The Politics of Serial Murder

PART I THE PEDOPHOCRACY

“From our comfortable seat in life…we never could have imagined that thousands of well-off adults, integrated and even cultured, find pleasure in seeing children tortured and killed.” —From a front-page editorial in Italy’s Corriere della Sera (reprinted in The Irish Times, September 29, 2000)

Chapter 1 From Brussels…

“The case of abduction and murder against Belgium’s infamous paedophile Marc Dutroux remains unresolved. He has not beenbrought to book for these heinous crimes. There appears to be a steel veil drawn over the facts at the highest level and no one is prepared to expose those involved in this blatant cover-up…The official answer is that a series of hysterical conspiracy theories forced investigators to search for paedophile networks, which didn’t exist. But for observers of this debacle, that’s exactly what didn’t happen. Far from being investigated, leads pointing to a network seem to have been blocked or buried.” —Olenka Frenkiel for the BBC, May 2, 2002

To the vast majority of Americans, the name Marc Dutroux does not mean much.

Drop that name in Belgium though and you are likely to elicit some very visceral reactions. Dutroux—convicted along with his wife in 1989 for the rape and violent abuse of five young girls, the youngest of whom was just eleven—now stands accused of being a key player in an international child prostitution and pornography ring whose practices included kidnapping, rape, sadistic torture, and murder.

Dutroux was sentenced in 1989 to thirteen years for his crimes, but was freed after having served just three. This was in spite of the fact that, as prison governor Yvan Stuaert would later tell a parliamentary commission: “A medical report described him as a perverse psychopath, an explosive mix. He was an evident danger to society.” The man who turned Dutroux loose on society, Justice Minister Melchior Wathelet, was rewarded with a prestigious appointment to serve as a judge at the European Court of Justice at The Hague.

Shortly after Dutroux’s release, young girls began to disappear in the vicinity of some of his homes. Though technically unemployed and drawing welfare from the state, he nevertheless owned at least six houses and lived quite lavishly. His rather lucrative income appears to have been derived from trading in child sex-slaves, child prostitution, and child pornography. Many of his houses appeared to stand vacant, though at least some of them were in fact used as torture and imprisonment centers where kidnapped girls were taken and held in underground dungeons. Some of Dutroux’s homes were used in this way for several years following his early release, with a growing body of evidence to indicate that fact to the police.

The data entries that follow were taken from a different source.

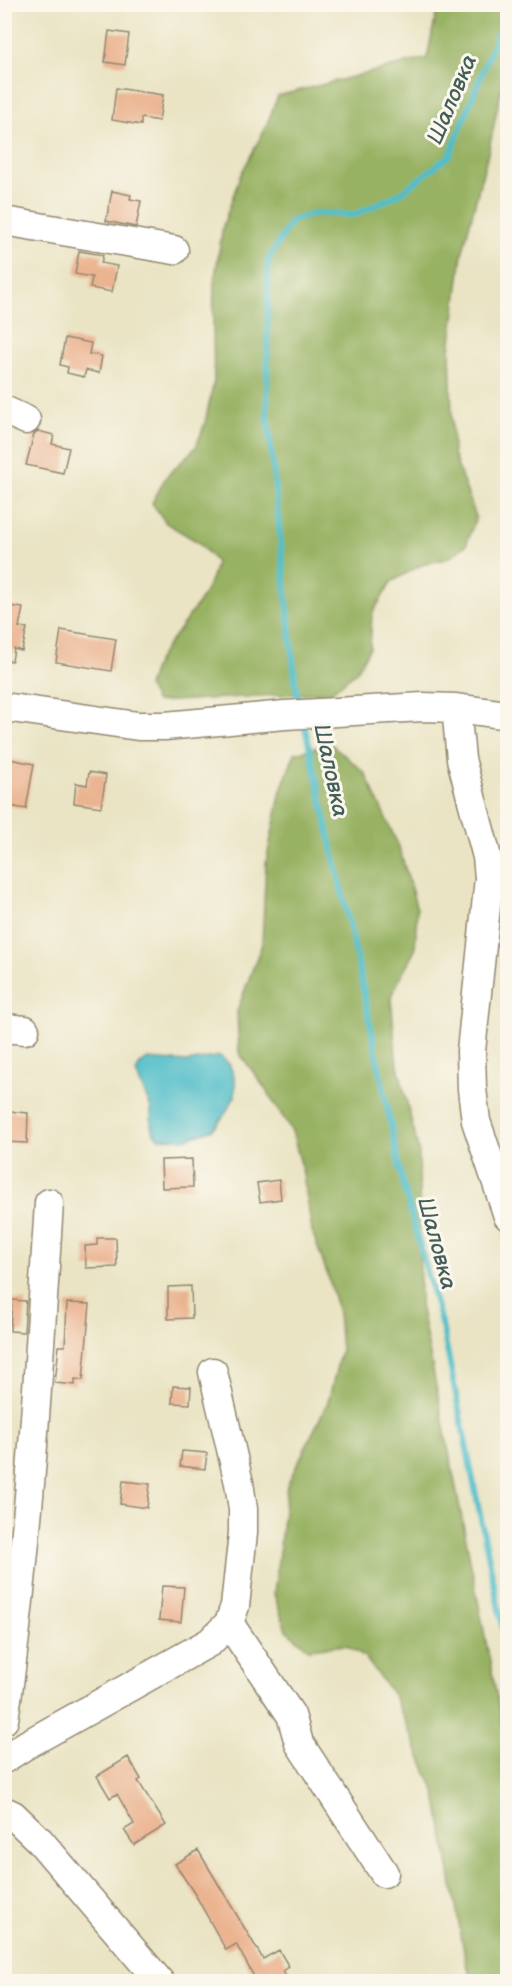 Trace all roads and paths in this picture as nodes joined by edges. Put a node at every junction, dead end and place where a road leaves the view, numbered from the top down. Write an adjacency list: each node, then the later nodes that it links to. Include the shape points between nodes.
1 (4, 221): 2 (street)
2 (174, 250)
3 (4, 707): 4 (street, via 138,726)
4 (456, 708): 5 (street); 7 (street, via 461,759 489,878 471,1051 472,1089 476,1121)
5 (507, 713)
6 (50, 1203): 10 (street, via 28,1516)
7 (507, 1216)
8 (213, 1372): 9 (street, via 243,1509 235,1606)
9 (229, 1623): 11 (street, via 210,1642); 13 (street, via 291,1715 299,1743)
10 (4, 1720)
11 (4, 1759)
12 (9, 1813): 14 (street, via 40,1840)
13 (384, 1873)
14 (160, 1982) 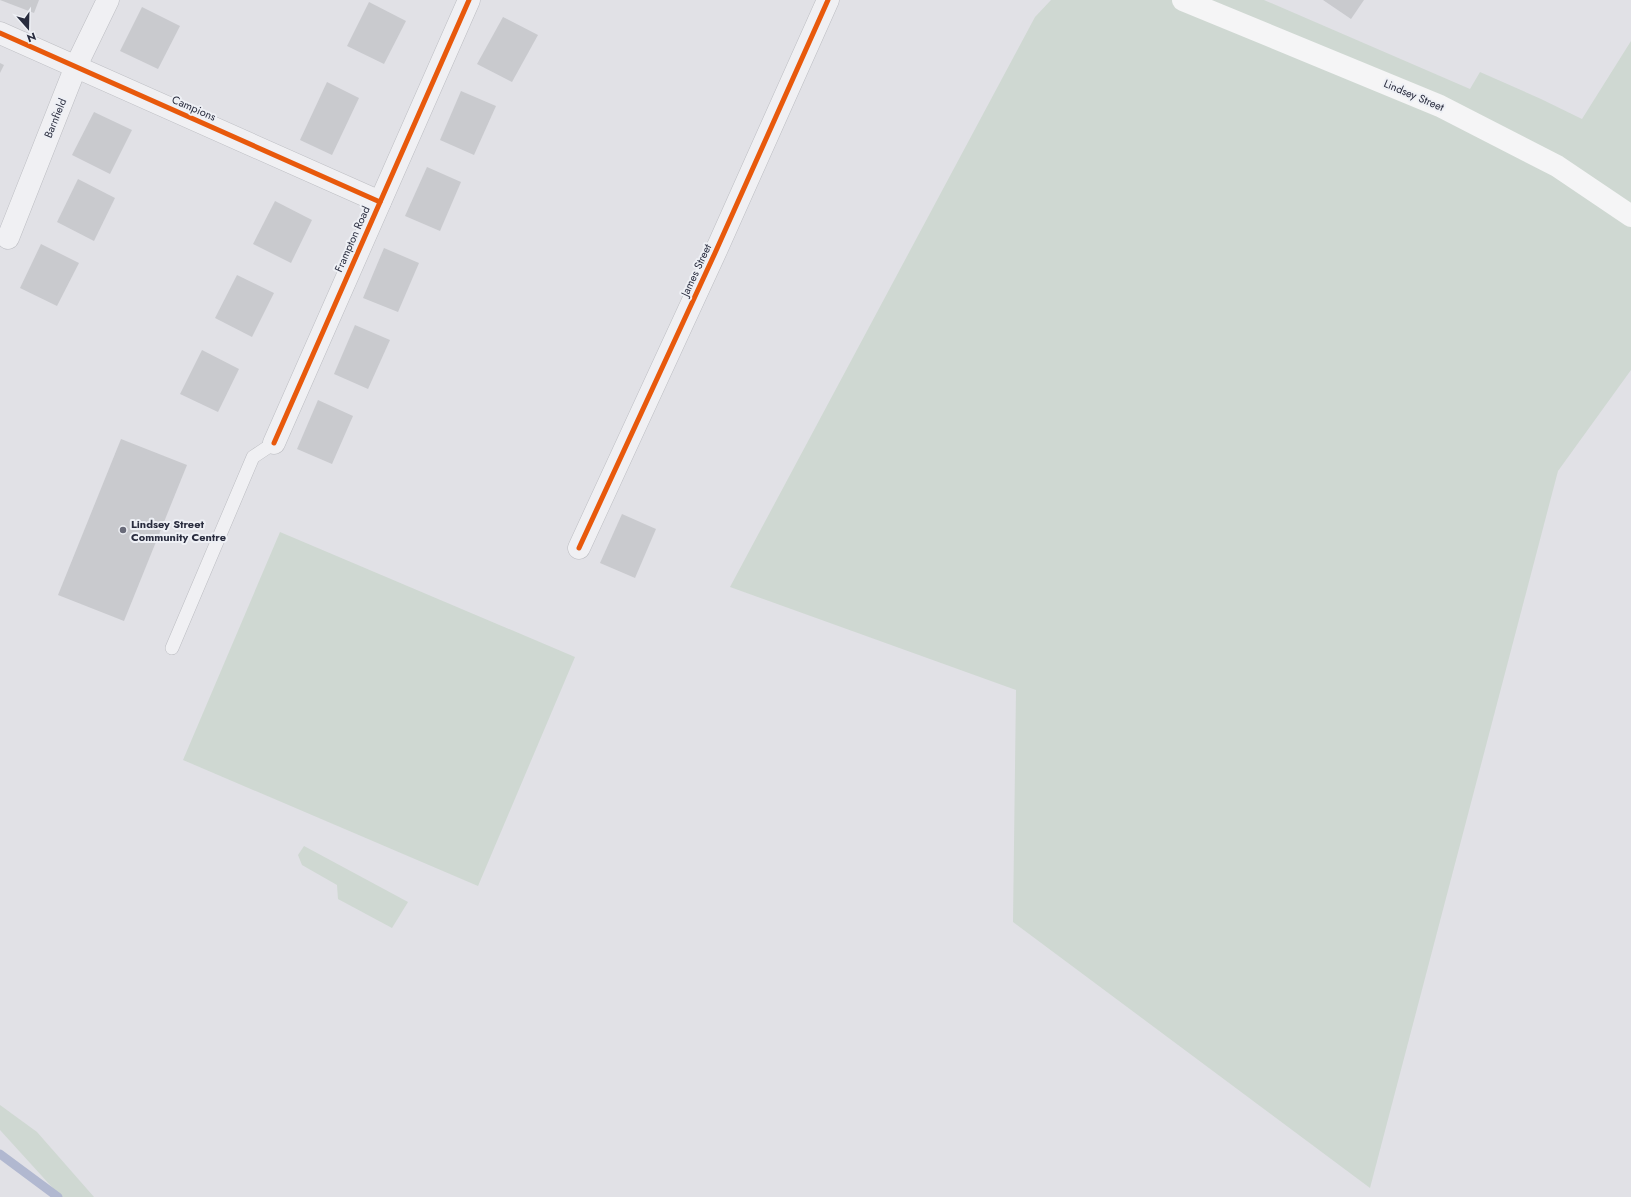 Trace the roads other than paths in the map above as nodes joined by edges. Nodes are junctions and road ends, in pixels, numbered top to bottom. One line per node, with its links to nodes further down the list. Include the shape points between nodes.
1 (108, 0): 6 (street, Barnfield)
2 (469, 0): 7 (street, Frampton Road)
3 (828, 0): 11 (street, James Street)
4 (1183, 0): 8 (main road, Lindsey Street, via 1440,106 1557,166)
5 (0, 33): 6 (street, Campions)
6 (76, 66): 7 (street, Campions); 9 (street, Barnfield)
7 (380, 202): 10 (street, Frampton Road)
8 (1631, 216)
9 (8, 238)
10 (274, 443): 12 (lane, via 253,457)
11 (579, 548)
12 (172, 648) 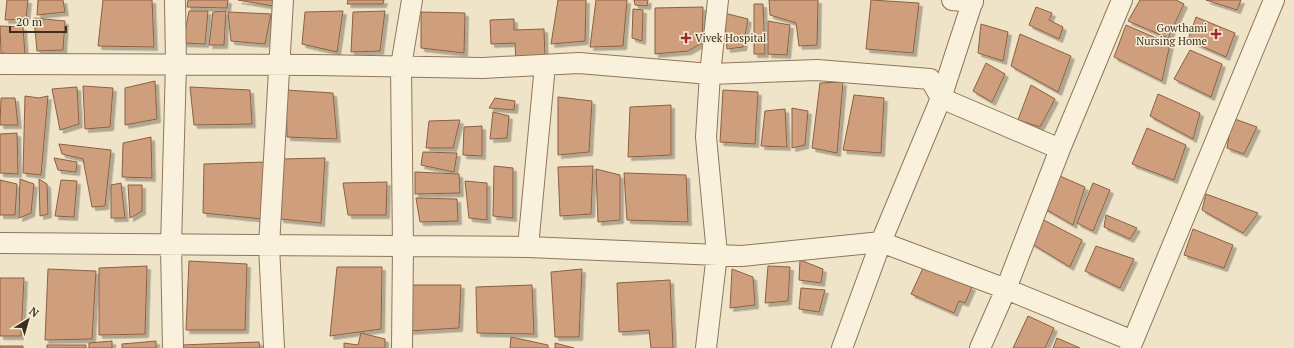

Authorities nevertheless failed to act on the information, or acted on it in ways that implied either complete incompetence (according to most press reports), or police complicity in the operation (according to any sort of logic).

Officials seem to have routinely ignored tips that later proved accurate, including a report from Dutroux’s own mother that her son was holding girls prisoner in one of his houses. In addition, key facts were withheld from investigators working on the disappearances and lines of communication were unaccountably broken, inexcusably hindering the investigation. Police did search one of Dutroux’s homes on no less than three separate occasions over the course of the investigation. On at least two of those occasions, two of the missing girls were being held in heinous conditions, imprisoned in a custom-built dungeon in the basement. Nevertheless, according to the Guardian, the police searches came up empty—even though the investigating officers reported “hearing children’s voices on one occasion.”